Problem:
A single number is the answer: how many lines of the data hold "points"?
--- Records to use Enclosed Below ---
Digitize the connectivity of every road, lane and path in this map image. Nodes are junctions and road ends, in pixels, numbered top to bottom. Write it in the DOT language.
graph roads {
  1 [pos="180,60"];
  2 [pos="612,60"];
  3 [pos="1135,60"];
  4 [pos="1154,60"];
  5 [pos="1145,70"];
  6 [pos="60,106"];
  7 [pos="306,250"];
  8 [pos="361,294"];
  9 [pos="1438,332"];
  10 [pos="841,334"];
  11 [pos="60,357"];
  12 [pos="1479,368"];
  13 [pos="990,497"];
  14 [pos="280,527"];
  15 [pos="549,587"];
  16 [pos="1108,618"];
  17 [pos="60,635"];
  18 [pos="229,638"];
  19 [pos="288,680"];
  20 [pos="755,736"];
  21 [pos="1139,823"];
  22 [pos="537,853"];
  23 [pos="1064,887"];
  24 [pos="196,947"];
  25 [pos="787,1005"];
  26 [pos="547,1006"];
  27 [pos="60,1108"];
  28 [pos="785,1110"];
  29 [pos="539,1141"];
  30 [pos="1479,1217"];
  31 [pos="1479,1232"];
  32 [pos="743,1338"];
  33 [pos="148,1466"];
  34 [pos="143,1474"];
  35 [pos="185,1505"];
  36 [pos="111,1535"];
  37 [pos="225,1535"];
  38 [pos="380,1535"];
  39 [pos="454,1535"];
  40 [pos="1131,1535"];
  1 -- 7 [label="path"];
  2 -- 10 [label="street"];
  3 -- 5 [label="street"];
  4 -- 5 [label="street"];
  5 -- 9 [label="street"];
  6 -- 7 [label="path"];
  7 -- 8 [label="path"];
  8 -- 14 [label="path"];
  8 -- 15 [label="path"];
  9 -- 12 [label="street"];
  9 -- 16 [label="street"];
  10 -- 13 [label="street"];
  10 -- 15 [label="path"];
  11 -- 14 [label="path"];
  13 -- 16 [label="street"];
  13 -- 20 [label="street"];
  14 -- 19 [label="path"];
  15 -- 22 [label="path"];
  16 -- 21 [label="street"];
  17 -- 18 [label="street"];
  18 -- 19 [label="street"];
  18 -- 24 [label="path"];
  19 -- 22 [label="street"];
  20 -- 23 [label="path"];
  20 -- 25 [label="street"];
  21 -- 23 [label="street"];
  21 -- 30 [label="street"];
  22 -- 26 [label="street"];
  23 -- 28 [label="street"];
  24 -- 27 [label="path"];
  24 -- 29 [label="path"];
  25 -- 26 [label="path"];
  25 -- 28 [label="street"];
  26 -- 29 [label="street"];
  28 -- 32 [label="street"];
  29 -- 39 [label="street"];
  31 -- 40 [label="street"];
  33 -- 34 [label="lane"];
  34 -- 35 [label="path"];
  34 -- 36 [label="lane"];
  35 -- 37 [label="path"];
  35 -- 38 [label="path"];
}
--- End of Enclosed Records to use ---
--- Records to use Enclosed Below ---
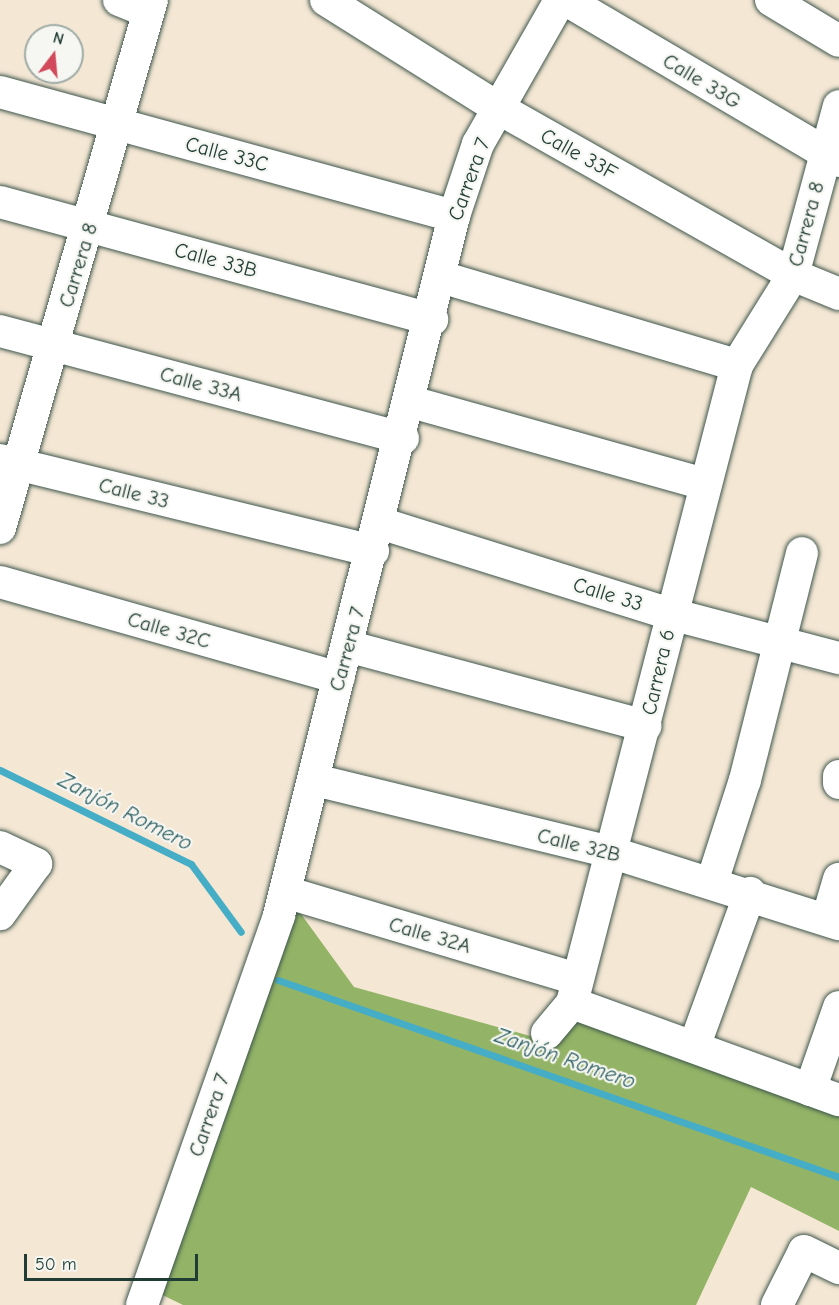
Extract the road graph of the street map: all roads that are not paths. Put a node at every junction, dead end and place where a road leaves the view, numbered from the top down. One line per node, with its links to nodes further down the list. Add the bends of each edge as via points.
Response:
--- End of Enclosed Records to use ---
--- Records to use Enclosed Below ---
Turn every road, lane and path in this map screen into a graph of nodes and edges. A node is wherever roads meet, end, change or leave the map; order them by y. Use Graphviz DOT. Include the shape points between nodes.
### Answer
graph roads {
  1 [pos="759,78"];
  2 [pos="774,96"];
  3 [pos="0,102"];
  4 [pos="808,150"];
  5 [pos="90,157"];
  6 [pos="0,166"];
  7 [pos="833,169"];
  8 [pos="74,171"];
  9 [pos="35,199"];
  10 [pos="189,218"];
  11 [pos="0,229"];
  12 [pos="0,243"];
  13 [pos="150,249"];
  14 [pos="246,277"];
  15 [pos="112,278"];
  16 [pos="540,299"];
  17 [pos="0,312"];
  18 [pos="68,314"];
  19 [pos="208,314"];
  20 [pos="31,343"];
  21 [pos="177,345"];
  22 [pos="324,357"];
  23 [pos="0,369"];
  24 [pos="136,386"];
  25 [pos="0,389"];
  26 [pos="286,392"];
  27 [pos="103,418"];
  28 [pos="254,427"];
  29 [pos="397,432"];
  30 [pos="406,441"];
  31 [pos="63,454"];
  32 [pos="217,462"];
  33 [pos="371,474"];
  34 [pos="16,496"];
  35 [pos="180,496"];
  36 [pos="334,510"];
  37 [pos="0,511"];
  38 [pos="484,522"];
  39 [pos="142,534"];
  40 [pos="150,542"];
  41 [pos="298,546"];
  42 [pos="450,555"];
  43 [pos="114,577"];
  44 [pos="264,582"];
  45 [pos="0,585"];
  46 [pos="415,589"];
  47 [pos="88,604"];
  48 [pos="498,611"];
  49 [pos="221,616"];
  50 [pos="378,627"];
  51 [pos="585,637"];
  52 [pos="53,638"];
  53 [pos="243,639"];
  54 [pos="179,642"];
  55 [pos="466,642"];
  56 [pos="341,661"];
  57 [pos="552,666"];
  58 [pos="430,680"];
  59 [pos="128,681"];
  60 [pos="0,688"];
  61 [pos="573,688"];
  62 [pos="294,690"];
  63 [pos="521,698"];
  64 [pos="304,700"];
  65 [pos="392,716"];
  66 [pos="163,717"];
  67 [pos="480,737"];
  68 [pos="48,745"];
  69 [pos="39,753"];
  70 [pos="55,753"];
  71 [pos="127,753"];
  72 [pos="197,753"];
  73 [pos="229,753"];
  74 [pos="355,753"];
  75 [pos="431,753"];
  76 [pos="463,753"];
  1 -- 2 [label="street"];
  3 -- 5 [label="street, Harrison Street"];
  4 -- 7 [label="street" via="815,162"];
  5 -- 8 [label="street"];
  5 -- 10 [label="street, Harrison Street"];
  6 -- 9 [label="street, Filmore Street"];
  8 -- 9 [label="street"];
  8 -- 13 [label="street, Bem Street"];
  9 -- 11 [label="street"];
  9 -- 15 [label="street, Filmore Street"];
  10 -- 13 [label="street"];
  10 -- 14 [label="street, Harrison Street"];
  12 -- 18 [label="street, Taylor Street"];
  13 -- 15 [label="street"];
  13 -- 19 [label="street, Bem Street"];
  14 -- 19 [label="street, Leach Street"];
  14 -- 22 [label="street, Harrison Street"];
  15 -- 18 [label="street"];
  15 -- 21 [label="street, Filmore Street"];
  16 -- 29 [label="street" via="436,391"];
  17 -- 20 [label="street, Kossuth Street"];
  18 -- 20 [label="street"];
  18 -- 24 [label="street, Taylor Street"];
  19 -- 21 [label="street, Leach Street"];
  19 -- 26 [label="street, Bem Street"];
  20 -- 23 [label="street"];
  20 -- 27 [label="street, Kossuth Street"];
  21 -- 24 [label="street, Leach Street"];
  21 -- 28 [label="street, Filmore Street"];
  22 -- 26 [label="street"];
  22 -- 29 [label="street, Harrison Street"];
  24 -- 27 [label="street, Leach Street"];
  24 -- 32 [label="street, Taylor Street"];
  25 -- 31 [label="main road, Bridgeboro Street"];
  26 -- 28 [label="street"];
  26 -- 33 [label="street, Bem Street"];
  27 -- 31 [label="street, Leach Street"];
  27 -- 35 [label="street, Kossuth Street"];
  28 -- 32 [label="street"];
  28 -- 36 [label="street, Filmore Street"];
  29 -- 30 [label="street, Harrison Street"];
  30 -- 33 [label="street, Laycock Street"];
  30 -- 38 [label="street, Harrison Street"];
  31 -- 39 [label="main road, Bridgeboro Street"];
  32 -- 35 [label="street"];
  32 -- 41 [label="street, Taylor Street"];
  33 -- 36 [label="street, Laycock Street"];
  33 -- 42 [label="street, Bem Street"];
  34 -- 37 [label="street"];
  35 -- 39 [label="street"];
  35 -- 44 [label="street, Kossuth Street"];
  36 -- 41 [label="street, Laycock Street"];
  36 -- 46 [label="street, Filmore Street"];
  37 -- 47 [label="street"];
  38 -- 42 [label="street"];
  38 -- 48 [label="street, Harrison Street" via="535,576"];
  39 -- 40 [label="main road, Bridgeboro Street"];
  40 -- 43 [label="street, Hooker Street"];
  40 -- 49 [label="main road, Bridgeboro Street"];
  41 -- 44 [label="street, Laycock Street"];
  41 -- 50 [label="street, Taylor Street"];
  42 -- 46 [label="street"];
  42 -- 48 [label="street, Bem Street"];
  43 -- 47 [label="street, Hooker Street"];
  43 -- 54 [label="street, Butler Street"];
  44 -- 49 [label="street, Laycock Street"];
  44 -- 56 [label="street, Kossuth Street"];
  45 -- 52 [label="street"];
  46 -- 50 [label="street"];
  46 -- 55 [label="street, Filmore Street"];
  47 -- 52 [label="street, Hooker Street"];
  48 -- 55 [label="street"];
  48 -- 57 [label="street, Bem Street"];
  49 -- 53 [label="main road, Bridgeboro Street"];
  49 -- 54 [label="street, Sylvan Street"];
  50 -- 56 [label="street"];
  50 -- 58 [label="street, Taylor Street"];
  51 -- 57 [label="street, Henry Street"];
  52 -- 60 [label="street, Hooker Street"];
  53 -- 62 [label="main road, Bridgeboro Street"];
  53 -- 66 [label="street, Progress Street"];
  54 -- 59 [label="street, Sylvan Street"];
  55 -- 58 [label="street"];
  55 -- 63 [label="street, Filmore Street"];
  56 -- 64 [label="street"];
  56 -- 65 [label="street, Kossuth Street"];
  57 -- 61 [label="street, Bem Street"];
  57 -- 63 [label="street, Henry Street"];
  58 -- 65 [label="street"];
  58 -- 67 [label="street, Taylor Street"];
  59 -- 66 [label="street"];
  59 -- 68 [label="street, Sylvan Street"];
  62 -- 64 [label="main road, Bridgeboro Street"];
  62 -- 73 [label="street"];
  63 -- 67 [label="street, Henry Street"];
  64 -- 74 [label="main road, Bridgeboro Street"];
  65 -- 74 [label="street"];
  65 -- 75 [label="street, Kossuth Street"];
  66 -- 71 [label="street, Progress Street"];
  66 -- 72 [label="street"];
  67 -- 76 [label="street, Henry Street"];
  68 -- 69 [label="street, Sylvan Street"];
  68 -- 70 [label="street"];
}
--- End of Enclosed Records to use ---
Answer space:
2